Setting up DNS on Mac OSX Server

Setting up the DNS service on Mac OSX is really simple. In short, it is using the Server Admin tool and clicking on the DNS selection. A summary of the steos required is as follows.

  1. Login to the system with the admin username and password
  2. Select the “Serveradmin” application in your “Applications” folder.
  3. Make sure that you have your server marked and available in the left plane. If not, select “Add Server” and include the relevant parameters
  4. Select the “DNS” entry and select “Settings” somewhere near the bottom
  5. Create a new zone and enter the following
    • zone name : The domain name you wish the DNS to be a part of
    • Server name : DNS hostname
    • Server IP : Local IP address of the DNS machine
  6. Select “Machines” and add the machine IP addresses and names into the table provided.
    • NOTE: if you have a large number of machines that you need to input into the DNS tables, there is a small “file” icon on the bottom right which you can drag and place in your desktop. This will be a plist file which you can then open by using “Texedit”.
    • Once you have “exported” the .plist file, you can edit the file by hand or via a script such that you can enter many compute nodes at a time. Doing so will be faster for a large cluster of nodes.
    • You can re-import this by dragging the plist file back into the DNS settings window
    • NOTE2: if you want to do a zone transfer or zone forwarding, you need to add entries into the “Secondary Zone” for the queries to be forwarded.
  7. Start the DNS service by selecting start on the top bar
  8. Start the terminal application and ensure that your network interface is activated and up. (use ifconfig or something)
  9. Use “host” or “nslookup” to check for both forward and reverse name resolutions

One thing to note.. unlike linux where you can set up DNS without having a network connection, in MAC, you seem to actually NEED to have a wire connected, so that the interface is brought up, BEFORE you can test the DNS. So ensure that you actually have a physical ethernet connection before you test the DNS.

Open Directory (OD)

Open Directory is essentially Apples way of handling large scale authentication, system and user management. It is based off LDAPv3 and integrates with a variety of other authentication protocols such as:-

  • flat files
  • active directory
  • NIS
  • other LDAP servers

It also provides a way to easily setup Kerberosv5. Unlike normal uses of LDAP systems which comprises mainly of Address Books, as well as normal Authentication, Apple uses the very same system to also store user configurations, system setup preferences, mount point and configuration information and many more. While this makes LDAP a little slow due to the large number of records, it provides a very standard way of being able to access the data off any system. It is therefore possible to map LDAP entries from the Mac into any other system.

The LDAP based configuration also allows administrators to be able to login from any point in the network to perform management if required to do so. Replication and synchronization is also possible.

Open Directory Setup and Replication notes

Setting OD is relatively straight forward and doesn’t require too much configuration if the defaults are to be used. Unless you want to setup Kerberos, simply selecting OD setup within Server Admin tool is enough to get the OD up and running. Setting up replication of OD servers is also a simple case of selecting the option in Server Admin.

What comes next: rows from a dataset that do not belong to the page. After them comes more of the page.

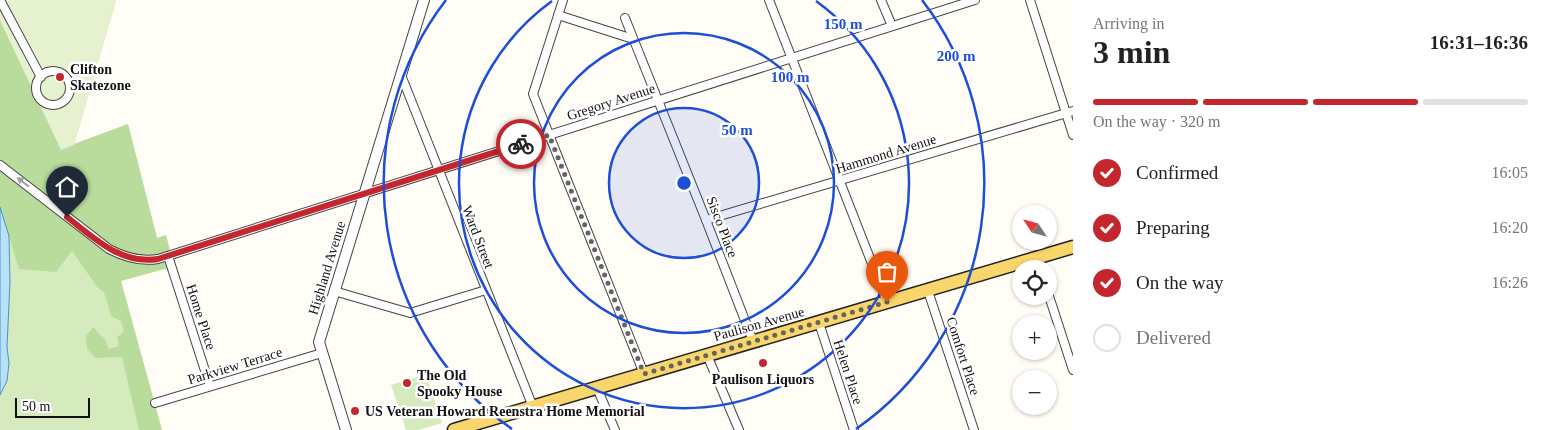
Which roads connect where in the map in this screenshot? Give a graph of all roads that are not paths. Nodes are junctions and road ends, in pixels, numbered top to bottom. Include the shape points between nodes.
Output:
1 (0, 0) edge
2 (424, 0) edge
3 (563, 0) edge
4 (768, 0) edge
5 (881, 0) edge
6 (975, 0) edge
7 (1030, 0) edge
8 (558, 15) junction
9 (625, 18) dead end
10 (892, 26) junction
11 (633, 39) junction
12 (791, 60) junction
13 (401, 75) junction
14 (41, 77) junction
15 (658, 100) junction
16 (1070, 112) edge
17 (549, 135) junction
18 (1073, 135) edge
19 (0, 165) edge
20 (439, 170) junction
21 (840, 181) junction
22 (364, 194) junction
23 (706, 220) junction
24 (1073, 247) edge
25 (168, 256) junction
26 (1045, 260) edge
27 (1012, 270) edge
28 (486, 290) junction
29 (334, 291) junction
30 (928, 291) junction
31 (887, 302) junction
32 (1052, 305) edge
33 (819, 322) junction
34 (753, 341) junction
35 (322, 353) junction
36 (707, 355) junction
37 (1073, 370) edge
38 (644, 374) junction
39 (210, 386) junction
40 (597, 388) junction
41 (155, 403) dead end
42 (533, 407) junction
43 (346, 430) edge
44 (454, 430) edge
45 (615, 430) edge
46 (739, 430) edge
47 (854, 430) edge
48 (974, 430) edge

1 - 14 street
2 - 13 street, Highland Avenue
3 - 8 street
4 - 12 street
5 - 10 street
6 - 10 street, Gregory Avenue
7 - 16 street
8 - 11 street
8 - 17 street via 533,94
9 - 11 street, Sisco Place
10 - 12 street, Gregory Avenue
11 - 15 street, Sisco Place
12 - 15 street, Gregory Avenue
12 - 21 street
13 - 20 street, Ward Street
13 - 22 street, Highland Avenue
14 - 14 street via 50,72 66,77 70,86 68,97 54,106 43,102 36,87
15 - 17 street, Gregory Avenue
15 - 23 street, Sisco Place
16 - 18 street
16 - 21 street, Hammond Avenue
17 - 20 street, Gregory Avenue
17 - 38 street
25 -> 19 street, Gregory Avenue via 152,260 120,255
20 - 22 street, Gregory Avenue
20 - 28 street, Ward Street
21 - 23 street, Hammond Avenue
21 - 31 street
22 - 25 street, Gregory Avenue
22 - 29 street, Highland Avenue
23 - 34 street, Sisco Place
24 - 26 main road, Paulison Avenue
25 - 39 street, Home Place
27 - 30 main road, Paulison Avenue
28 - 29 street via 410,313
28 - 42 street, Ward Street
29 - 35 street, Highland Avenue via 319,342
30 - 31 main road, Paulison Avenue
30 - 48 street, Comfort Place
31 - 33 main road, Paulison Avenue
32 - 37 street
33 - 34 main road, Paulison Avenue
33 - 47 street, Helen Place
34 - 36 main road, Paulison Avenue
35 - 39 street, Parkview Terrace
35 - 43 street, Highland Avenue
36 - 38 main road, Paulison Avenue
36 - 46 street
38 - 40 main road, Paulison Avenue
39 - 41 street, Parkview Terrace
40 - 42 main road, Paulison Avenue
40 - 45 street
42 - 44 main road, Paulison Avenue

Changing passwords for users in the terminal can be done with either

  • passwd, or
  • kpasswd

I have also come across web based password changing applications such as

Of the above, i prefer the former to the latter as it does not use Web Objects.

In either case, the password will be synced going through the password service. If replication is setup, it can take as long as 8 minutes or even longer before the passwords can be synced to all the replicas. In some of the testings that is done by customers, they have found that the optimal number of replicas for a tolerable update time (perhaps 5-8 minutes) is 3 replicas. Anything more than that seems to take a much longer time to replicate. The log files are located in:-

  • /Library/Logs/PasswordService
  • /Library/Logs/slapdconfig.log

These two files will provide alot of clues on the activities of OD as well as issues if they should arise.

Some other K-base articles includes

Oversights during a OD tear down

As everything is directory dependent, I have made some mistakes during OD tear down resulting in weird configurations which needs cleaning up. Mainly, the job would be to review the environment and to remove all Directory configurations of share points before the teardown begins. Not doing so will result in many rouge entries which you cannot clean up after.

However, if it so happens that there are rouge entries, after reverting the OD master to standalone configuration, you can use Workgroup Manager tool, and set to “show all”. Following that, check the “Share Points” directory data and remove unwanted entries.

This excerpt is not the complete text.